Architecture (5-minute view)

CSV sample/raw input
      |
      v
[schemas/*] contract checks (columns/dtypes/rules)
      |
      v
[validators/*] structural + duplicates + temporal + outliers
      |  (JSON report, PASS/WARN/FAIL, non-zero exit on FAIL)
      v
[versioning/*] snapshot -> data.parquet + manifest.json + checksums
      |
      v
[features/*] factor materialization from snapshot only
      |  (deterministic sort + cache key from checksum/config/version)
      v
features.parquet + feature_manifest.json

Repository Structure

schemas/: canonical data contract + typed rule/config models
validators/: composable QA checks + structured reporting + CLI
versioning/: snapshot creation + integrity verification CLI
features/: feature registry / cache / materialization CLI
configs/: schema / validator / feature policies
tests/: unit + integration tests for schema, QA, versioning, features
ci/sample_pipeline.sh: local end-to-end smoke run
.github/workflows/ci.yml: CI workflow (if enabled in your fork)

Quickstart

Tested locally on Python 3.10 and 3.11.
Python 3.11+ is recommended for best toolchain/lint parity.

# from repo root
python3.11 -m venv .venv
source .venv/bin/activate

python -m pip install --upgrade pip
python -m pip install -e '.[dev]'

# quality gate
ruff check .
black --check .
pytest -q

If your machine default is already Python 3.11+, replace python3.11 with python.

End-to-End Demo

Run the local smoke pipeline (validate -> snapshot -> verify -> materialize):

bash ci/sample_pipeline.sh

Expected artifacts include:

data/qa/validation_report_pipeline.json
data/snapshots/market_ohlcv/<snapshot_id>/manifest.json
data/features/market_ohlcv/<cache_key>/features.parquet
data/features/market_ohlcv/<cache_key>/feature_manifest.json

Artifact Layout (after a demo run)

data/
  qa/
    validation_report_pipeline.json
    validation_report.json
    ...
  snapshots/
    market_ohlcv/
      <snapshot_id>/
        data.parquet
        manifest.json
  features/
    market_ohlcv/
      <cache_key>/
        features.parquet
        feature_manifest.json

Example Outputs (Operational Signals)

1) Lint + Format + Tests

ruff check .
black --check .
pytest -q

Typical result:

ruff: All checks passed
black: files left unchanged
pytest: tests pass (e.g., 16 passed, 1 skipped)
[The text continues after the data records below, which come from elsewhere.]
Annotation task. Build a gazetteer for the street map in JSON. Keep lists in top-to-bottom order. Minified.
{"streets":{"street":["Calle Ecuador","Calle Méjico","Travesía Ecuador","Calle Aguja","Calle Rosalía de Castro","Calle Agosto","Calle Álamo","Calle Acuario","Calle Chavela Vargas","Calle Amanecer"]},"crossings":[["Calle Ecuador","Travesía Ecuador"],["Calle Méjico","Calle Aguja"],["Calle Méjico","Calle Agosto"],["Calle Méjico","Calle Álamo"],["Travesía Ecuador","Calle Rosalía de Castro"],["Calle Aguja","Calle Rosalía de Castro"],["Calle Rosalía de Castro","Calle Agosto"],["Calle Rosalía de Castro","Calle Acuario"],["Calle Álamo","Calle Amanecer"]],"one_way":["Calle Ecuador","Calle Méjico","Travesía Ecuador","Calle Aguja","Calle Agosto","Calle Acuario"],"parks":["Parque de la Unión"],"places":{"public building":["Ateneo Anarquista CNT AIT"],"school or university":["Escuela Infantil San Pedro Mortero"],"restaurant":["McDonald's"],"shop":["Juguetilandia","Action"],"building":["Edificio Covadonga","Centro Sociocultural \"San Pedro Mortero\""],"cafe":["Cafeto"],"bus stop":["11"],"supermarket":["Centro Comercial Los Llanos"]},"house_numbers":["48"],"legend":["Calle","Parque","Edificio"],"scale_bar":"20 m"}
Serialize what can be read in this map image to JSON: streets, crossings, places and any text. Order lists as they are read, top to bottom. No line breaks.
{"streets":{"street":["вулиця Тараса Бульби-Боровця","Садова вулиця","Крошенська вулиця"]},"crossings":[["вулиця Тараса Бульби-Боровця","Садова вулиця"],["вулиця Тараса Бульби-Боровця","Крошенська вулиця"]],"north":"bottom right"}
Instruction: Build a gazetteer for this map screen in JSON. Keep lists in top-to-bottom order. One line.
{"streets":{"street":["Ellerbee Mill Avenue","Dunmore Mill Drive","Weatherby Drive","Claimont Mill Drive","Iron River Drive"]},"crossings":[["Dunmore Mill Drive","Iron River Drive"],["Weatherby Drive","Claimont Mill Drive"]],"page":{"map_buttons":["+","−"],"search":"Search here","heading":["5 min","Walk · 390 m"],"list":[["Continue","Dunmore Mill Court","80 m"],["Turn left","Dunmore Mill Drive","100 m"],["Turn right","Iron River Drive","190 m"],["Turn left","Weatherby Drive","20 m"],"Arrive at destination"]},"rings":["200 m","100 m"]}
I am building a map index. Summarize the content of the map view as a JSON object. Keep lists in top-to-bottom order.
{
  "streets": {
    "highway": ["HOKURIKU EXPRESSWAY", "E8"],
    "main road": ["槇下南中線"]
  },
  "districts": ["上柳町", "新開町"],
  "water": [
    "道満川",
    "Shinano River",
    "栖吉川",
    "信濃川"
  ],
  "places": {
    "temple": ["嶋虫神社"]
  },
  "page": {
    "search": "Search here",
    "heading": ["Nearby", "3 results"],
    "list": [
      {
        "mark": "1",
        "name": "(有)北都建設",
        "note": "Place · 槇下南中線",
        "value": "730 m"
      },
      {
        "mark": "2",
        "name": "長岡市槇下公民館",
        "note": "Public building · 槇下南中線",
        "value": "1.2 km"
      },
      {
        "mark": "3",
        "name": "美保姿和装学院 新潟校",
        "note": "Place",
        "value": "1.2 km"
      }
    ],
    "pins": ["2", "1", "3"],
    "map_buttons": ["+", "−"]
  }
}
Note: a local pandas warning may appear if bottleneck<1.3.6; it does not affect correctness.

2) Validation report (QA)

python -m validators.cli run \
  --input data/sample/market_ohlcv_sample.csv \
  --config configs/validation.yaml \
  --report data/qa/validation_report_manual_check.json

Expected signals:

structured JSON report written to data/qa/...
overall_status in {PASS, WARN, FAIL}
per-validator results with:
- status
- message
- affected_row_count
- sample_rows
non-zero exit code when overall_status=FAIL

3) Snapshot + manifest (reproducibility asset)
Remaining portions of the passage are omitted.